Uno de los misterios de la literatura es que gratifica al mostrar el sufrimiento, y lo trasciende con la emoción de la obra lograda. Herling no encontró en Dostoyevski una evasión sino un espejo. La casa de los muertos le fue prestada por una mujer que leía esas páginas con obsesión y ansiaba que él terminara la lectura para volver a ellas. Al razonar su pasión por ese Libro de los libros, la mujer le dice a Herling: “Cuando no hay esperanza de salvarnos, ni la menor fisura en los muros que nos rodean; cuando no podemos levantar la mano contra el destino, precisamente porque es nuestro destino, solamente queda una cosa: levantar la mano contra nosotros mismos”. Esa lectora ya no se sentía dueña de su vida. El libro le reveló que aún podía ser dueña de su muerte. La posibilidad de decidir su último destino, de suicidarse o aplazar ese acto, le otorgó una poderosa sensación de libertad. El pasaje muestra un caso límite, la disyuntiva final en la que seguir respirando implica un desafío. Gracias a la lectura de Dostoyevski, el calvario se convirtió en una forma de la resistencia.

En caso de necesidad, la lectura salva. A veces, el libro en cuestión ni siquiera tiene que ser bueno. En 1781, Diderot curó la depresión de su mujer leyéndole novelitas sentimentales. Kafka era más exigente: “Sólo me gustan los libros que muerden”. En la cárcel o el naufragio, ese mordisco recuerda que no hemos sido destruidos. En la vida común permite que no seamos tan comunes.

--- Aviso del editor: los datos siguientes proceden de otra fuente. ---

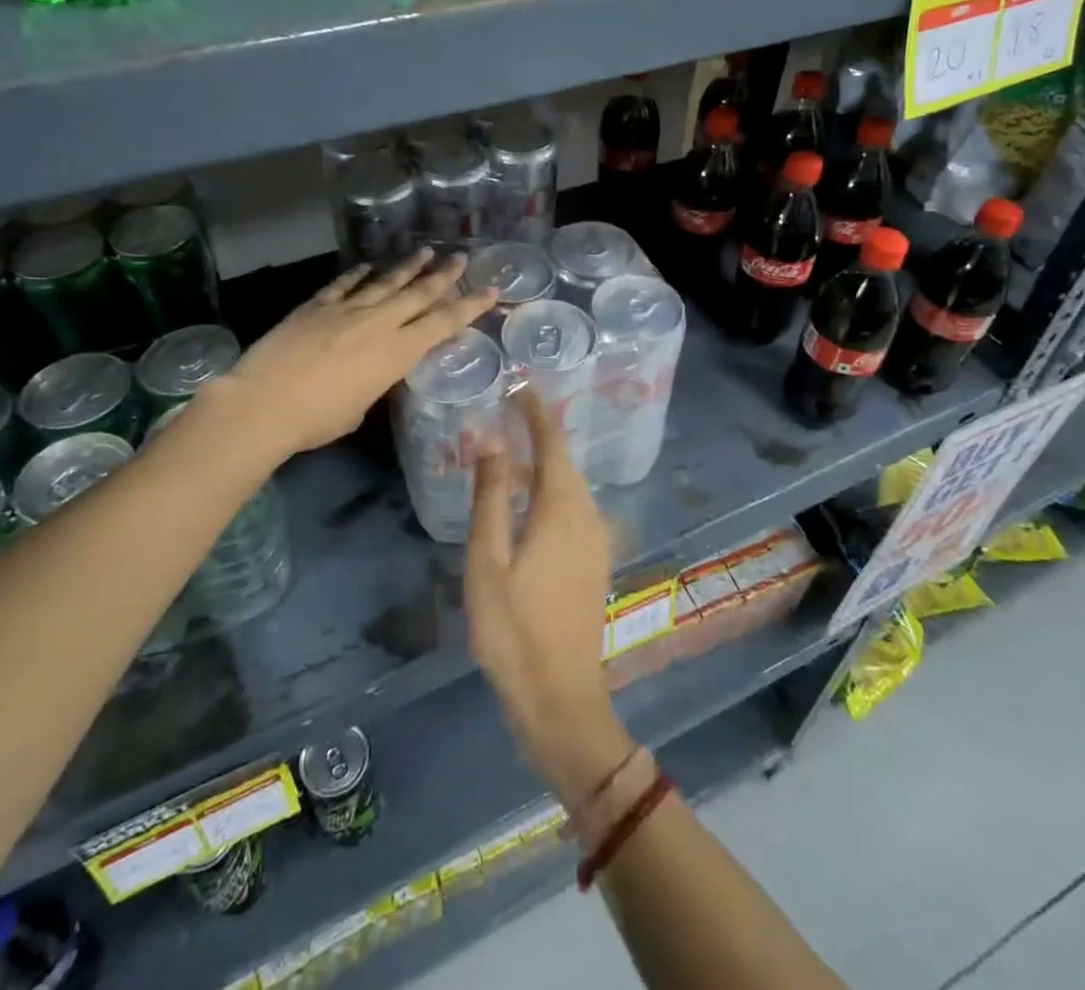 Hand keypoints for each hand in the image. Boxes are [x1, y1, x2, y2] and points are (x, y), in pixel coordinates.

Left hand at [226, 250, 493, 456]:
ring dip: (407, 267)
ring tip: (425, 251)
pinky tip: (367, 265)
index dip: (469, 306)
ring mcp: (345, 310)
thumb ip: (374, 384)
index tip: (490, 290)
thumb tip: (370, 374)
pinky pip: (342, 286)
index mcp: (397, 352)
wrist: (263, 404)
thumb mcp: (359, 409)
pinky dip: (357, 275)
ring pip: (384, 282)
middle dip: (443, 275)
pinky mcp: (315, 307)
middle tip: (460, 256)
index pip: (443, 323)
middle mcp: (378, 323)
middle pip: (418, 294)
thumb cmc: (317, 420)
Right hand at [466, 390, 634, 803]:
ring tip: (516, 453)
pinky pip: (576, 509)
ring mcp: (596, 542)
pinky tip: (532, 504)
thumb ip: (491, 498)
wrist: (561, 698)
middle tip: (512, 412)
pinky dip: (554, 490)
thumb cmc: (513, 630)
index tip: (521, 386)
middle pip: (566, 462)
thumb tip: (493, 443)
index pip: (552, 444)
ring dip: (547, 463)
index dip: (537, 413)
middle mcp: (587, 517)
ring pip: (573, 487)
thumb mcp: (488, 562)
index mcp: (561, 510)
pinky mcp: (594, 563)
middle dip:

La poesía, la terapia de Lizcano

Después de ocho años de cautiverio a manos de la guerrilla de las Farc, el ex congresista Óscar Tulio Lizcano escapó de su secuestro y destacó que mantuvo la lucidez gracias a tres palos a los que les hablaba como a sus alumnos en la universidad y a sus rememoraciones literarias: “Recordaba lo que decía Homero en La Odisea: la vida está por encima de cualquier riqueza guardada. Recordaba las Memorias de Adriano:  me satisface lo humano, porque yo encuentro aquí todo, encuentro hasta la eternidad.  La poesía me alimentó mucho espiritualmente. Fue una gran terapia.

El comandante me mandaba libros y llegué a tener hasta 40. Leía a Mario Benedetti, a Pablo Neruda y a Miguel Hernández. Como la soledad era tremenda, cortaba palos, los clavaba en el suelo simulando un salón de clases y les dictaba la lección. Me entretenía con eso y refrescaba mi memoria… Ah, mi Barquerita (su esposa Martha Arango de Lizcano). Me duele porque se me quedaron las 20 últimas poesías que le había escrito”.